Старики поехали в Грязное к Сторожеву. Петр Иванович вызвал Фрола Петровича и Селиверста.
— Двадцатую меру брать, — приказал он мельнику. — Не то Антонову пожалуюсь.
Селиверст зло посмотрел на Сторожева и объявил, что мельницу закроет.
Сторожев хрустнул пальцами. Не дело мельницу закрывать — чем полки снабжать?
Ладились с Селиверстом битый час — насилу усовестили. Согласился мироед на шестнадцатой мере.
Комитет объявил было вольную торговлю, в селе лишь посмеялись — чем торговать: молоком, что ли?
Школа пустовала. Баптист-председатель собрал мужиков: надо-де школу бы открыть. Но чему учить? Где учителя взять? Опять же насчет божьего закона — от Антонова никаких приказов насчет бога не поступало: отменили его ай он еще жив-здоров?
Мужики покряхтели, покурили и разошлись.
Во всем прочем комитет распорядился толково: попу мирским приговором вернули тридцать три десятины церковных земель, и дьякону тоже, и псаломщику. Фрол Петрович бесился, мир матюкался, но баптист помянул о том, какие друзья Петр Иванович с попом, и старики замолчали.
Выучились, дьяволы, слушаться!
Крепко заботился баптист и о том, чтобы очистить село от всякого соблазна.
Однажды вечером к жене уехавшего на станцию Никиты Семеновича пришел сам председатель комитета и два милиционера, приказали Пелагее завтра же уходить из села, пообещав в противном случае в щепки разнести избу. Пелагея, рыдая, упрашивала отменить приказ: без рук и глаз останется, мол, хозяйство, коровы и овцы, куры и гуси. Баптист дал ей три часа на сборы и ушел. Пелагея завернула в узел самое что ни на есть лучшее в доме — одежду, белье — и отправилась в путь. Близ кладбища ее задержали милиционеры, узел отобрали, вернули два платья и велели, не оборачиваясь, уходить.

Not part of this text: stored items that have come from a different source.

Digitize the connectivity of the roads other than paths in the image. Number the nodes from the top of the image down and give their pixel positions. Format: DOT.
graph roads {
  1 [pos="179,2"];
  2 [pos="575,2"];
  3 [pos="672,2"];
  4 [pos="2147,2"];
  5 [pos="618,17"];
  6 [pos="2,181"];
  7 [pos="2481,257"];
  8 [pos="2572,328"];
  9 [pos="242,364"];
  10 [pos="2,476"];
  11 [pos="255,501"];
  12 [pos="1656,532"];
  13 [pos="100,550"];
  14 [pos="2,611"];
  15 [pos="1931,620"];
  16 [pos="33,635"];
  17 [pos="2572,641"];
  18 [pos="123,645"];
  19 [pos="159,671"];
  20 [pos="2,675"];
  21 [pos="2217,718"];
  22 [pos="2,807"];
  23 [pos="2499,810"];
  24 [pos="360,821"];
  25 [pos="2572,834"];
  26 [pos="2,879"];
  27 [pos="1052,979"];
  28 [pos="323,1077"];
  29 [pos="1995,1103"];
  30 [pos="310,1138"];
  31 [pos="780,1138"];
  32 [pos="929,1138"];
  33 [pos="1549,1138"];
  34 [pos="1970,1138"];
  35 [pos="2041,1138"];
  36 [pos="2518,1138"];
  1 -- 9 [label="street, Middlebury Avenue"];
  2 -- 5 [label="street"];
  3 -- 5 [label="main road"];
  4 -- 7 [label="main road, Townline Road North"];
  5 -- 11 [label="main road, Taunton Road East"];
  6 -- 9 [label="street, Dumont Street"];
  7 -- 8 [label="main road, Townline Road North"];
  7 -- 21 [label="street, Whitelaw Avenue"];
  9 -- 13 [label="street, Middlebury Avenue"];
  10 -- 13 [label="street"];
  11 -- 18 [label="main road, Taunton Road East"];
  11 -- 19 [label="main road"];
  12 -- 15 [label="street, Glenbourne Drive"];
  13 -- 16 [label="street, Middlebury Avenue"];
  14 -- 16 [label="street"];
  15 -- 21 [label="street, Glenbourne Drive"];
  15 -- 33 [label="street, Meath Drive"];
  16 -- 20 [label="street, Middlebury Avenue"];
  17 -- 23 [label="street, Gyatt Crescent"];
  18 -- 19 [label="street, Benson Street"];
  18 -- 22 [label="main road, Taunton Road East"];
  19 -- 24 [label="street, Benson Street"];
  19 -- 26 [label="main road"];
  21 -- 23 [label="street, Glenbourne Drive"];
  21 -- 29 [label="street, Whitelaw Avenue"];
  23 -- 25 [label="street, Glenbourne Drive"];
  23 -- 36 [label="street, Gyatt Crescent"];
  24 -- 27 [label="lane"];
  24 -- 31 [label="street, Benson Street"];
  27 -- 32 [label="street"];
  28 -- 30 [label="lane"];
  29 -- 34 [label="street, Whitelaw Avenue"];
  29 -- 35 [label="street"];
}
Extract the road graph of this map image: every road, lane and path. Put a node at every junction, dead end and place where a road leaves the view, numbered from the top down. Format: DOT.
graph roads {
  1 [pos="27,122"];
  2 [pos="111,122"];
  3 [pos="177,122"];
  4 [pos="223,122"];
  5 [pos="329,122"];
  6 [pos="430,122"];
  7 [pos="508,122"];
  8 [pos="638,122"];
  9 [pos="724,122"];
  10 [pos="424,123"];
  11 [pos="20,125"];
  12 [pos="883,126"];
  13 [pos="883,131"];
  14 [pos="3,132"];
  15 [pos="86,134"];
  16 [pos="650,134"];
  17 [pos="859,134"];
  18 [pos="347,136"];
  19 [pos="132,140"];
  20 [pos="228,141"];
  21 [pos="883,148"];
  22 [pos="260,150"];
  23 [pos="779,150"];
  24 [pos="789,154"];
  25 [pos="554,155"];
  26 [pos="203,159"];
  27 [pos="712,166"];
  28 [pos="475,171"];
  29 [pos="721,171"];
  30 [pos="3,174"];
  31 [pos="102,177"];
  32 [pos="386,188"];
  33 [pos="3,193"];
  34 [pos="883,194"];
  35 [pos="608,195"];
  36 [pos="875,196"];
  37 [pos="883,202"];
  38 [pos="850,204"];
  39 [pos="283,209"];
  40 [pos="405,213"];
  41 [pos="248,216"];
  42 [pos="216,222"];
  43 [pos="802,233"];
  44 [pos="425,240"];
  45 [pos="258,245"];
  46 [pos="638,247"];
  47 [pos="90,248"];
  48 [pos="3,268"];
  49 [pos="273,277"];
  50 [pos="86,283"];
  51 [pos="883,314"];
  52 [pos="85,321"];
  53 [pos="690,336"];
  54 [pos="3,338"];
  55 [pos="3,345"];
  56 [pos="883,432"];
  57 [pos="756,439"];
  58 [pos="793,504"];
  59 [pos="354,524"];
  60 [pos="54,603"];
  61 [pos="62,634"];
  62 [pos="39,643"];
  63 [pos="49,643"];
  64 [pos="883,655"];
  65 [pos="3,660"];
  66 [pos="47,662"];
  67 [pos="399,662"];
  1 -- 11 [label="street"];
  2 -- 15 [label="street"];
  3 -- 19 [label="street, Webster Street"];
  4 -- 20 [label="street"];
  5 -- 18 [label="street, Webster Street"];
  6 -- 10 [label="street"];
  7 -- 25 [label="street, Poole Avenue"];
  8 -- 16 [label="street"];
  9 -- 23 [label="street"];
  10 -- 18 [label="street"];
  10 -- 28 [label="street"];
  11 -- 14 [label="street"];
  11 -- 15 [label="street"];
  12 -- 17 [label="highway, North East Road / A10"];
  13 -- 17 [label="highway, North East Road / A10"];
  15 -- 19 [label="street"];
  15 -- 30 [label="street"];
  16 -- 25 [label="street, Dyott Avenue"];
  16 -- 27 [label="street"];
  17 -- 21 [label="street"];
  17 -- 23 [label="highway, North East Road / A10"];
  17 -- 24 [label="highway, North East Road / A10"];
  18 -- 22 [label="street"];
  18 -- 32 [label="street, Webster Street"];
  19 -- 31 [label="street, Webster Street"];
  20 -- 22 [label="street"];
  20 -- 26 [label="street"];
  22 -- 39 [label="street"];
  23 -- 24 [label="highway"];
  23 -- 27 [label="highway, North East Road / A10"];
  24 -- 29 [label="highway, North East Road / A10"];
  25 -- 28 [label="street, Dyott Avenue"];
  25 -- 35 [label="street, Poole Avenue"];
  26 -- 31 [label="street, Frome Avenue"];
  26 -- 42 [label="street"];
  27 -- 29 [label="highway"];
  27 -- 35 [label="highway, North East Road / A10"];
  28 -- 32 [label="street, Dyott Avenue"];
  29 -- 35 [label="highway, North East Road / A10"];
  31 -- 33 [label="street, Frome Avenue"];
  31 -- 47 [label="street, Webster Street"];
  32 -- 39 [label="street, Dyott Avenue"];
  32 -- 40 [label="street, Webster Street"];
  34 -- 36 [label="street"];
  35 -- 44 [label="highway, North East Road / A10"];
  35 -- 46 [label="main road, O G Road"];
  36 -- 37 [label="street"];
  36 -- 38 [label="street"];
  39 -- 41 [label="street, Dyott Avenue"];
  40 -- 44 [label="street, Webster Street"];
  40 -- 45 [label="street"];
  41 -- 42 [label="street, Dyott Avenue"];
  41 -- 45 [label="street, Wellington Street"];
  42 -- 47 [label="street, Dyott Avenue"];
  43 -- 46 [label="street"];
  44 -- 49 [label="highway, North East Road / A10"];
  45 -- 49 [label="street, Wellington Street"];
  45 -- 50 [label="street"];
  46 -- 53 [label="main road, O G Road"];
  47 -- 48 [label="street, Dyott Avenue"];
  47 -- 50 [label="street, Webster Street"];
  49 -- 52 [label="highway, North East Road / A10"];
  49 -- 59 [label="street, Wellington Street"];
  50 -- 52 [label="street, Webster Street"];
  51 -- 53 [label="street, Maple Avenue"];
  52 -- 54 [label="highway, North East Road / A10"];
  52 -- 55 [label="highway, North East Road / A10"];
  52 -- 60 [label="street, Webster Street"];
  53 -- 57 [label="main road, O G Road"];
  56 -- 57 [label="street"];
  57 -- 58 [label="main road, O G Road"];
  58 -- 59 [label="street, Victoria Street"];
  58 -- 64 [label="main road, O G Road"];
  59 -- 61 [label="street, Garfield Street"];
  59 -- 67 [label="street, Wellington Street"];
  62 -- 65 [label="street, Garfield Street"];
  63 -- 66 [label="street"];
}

Таким же манером комитет выпроводил из Двориков Матвея Бесперстова и всех, кто был некогда замечен в дружбе с коммунистами. Все добро выселяемых людей баптист отправлял в волостной комитет, но и себя не забывал: щедро возмещал протори, что нанесли ему красные, — у него была своя кузница, Листрат ее отобрал.
Сторожев, взяв Токаревку и пробив брешь в обороне красных, неуклонно продвигался на юг. Но однажды ему не повезло: под Хопром отряд его был почти целиком уничтожен.
На обратном пути, взбешенный неудачей, Сторожев ворвался в маленький коневодческий совхоз.
Было дело ночью, падал редкий снег.
Антоновцы порубили охрану, схватили начальство. Заведующий совхозом не успел одеться, сидел в подштанниках, по лицу текла кровь: один из людей Сторожева, отнимая у него наган, ударил его прикладом по голове.